Ham-brained idiot that I can be, I shared my observation with Josh, who very kindly and gently informed me that the player in question was dyslexic. Josh did not say, “IT’S JUST A GAME, MORON!”, but I wouldn’t have blamed him if he did. So, here’s this guy just trying to have fun with all his friends, making up a story about vampires and werewolves (and a bar fight over bendy vs straight straws, which remains one of my favourite scenes of all time), and along I come in my shiny jack boots and peaked cap announcing that he should be dragged away and hung by the toenails until he can properly conjugate verbs.
Excuse me while I slink off to a dark corner and hide.
Yes, the Weird Al video is funny to those of us in the tribe but, like so much else in life, the rules are not black and white. My hackles still rise when I see someone being lazy with language, and I’m probably not going to stop posting grammar and spelling jokes on social media, but judging someone by their use of language is no different than judging them by the clothes they wear, the car they drive, or their postal code. Some of the brightest people I know wouldn’t have the faintest idea what a gerund is or when to use “that” vs “which”. If I make them feel bad for that, well, then I’m the asshole in that story.
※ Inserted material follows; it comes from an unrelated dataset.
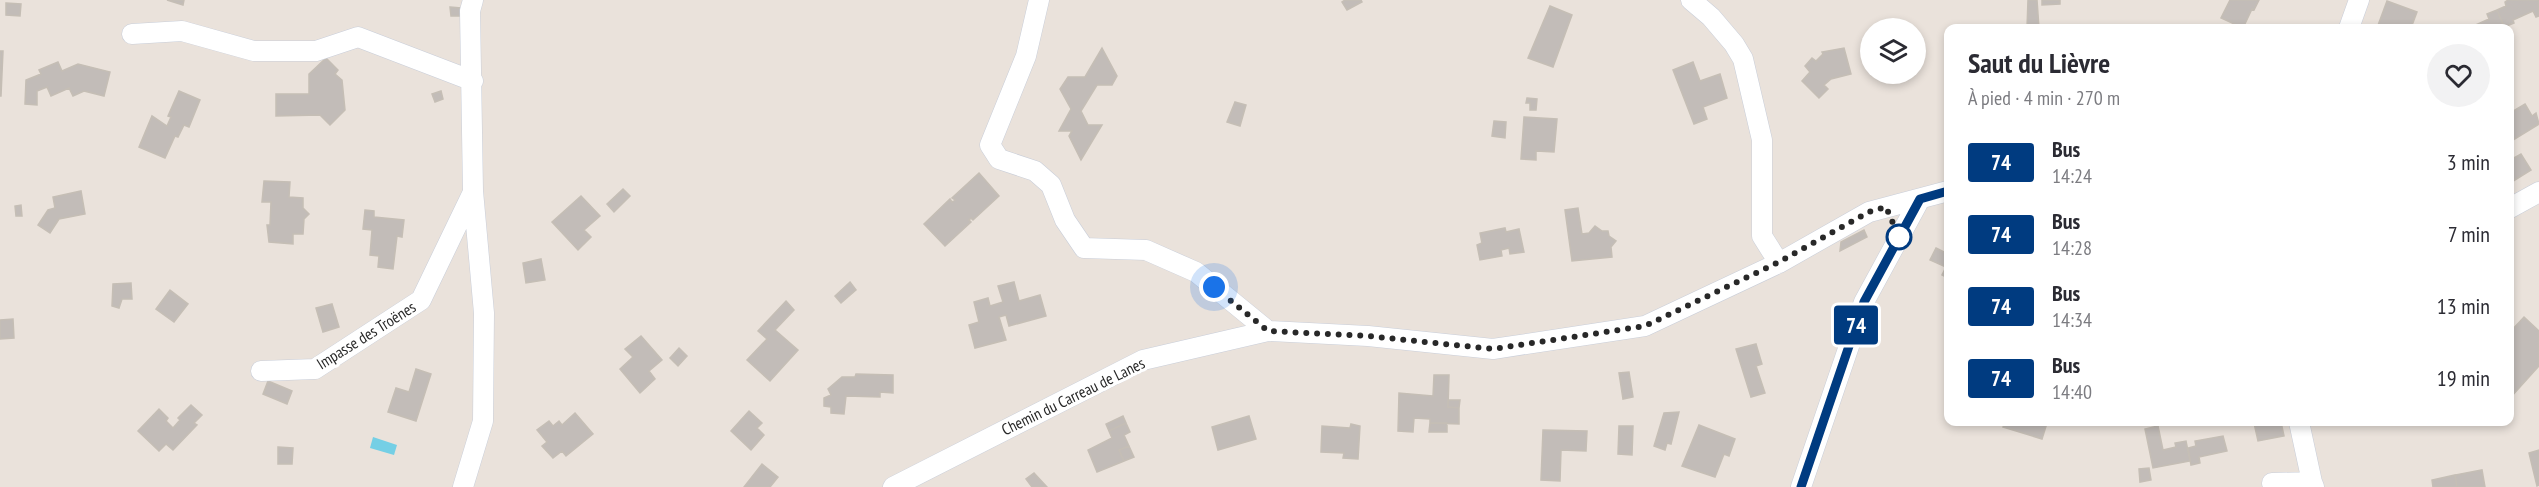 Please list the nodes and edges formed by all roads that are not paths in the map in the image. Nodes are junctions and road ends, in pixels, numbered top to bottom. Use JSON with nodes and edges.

This doesn’t mean you shouldn’t aim for better language skills. What’s the down side of being a better communicator? But don’t let the Grammar Police stop you from getting your word on, either. The worst word crime is bullying people into silence.
As for the rest of us linguistic sticks in the mud, lighten up, have fun, and to quote the late, and wonderful, Jay Lake…
…be kind. It costs you nothing and makes the world around you a better place.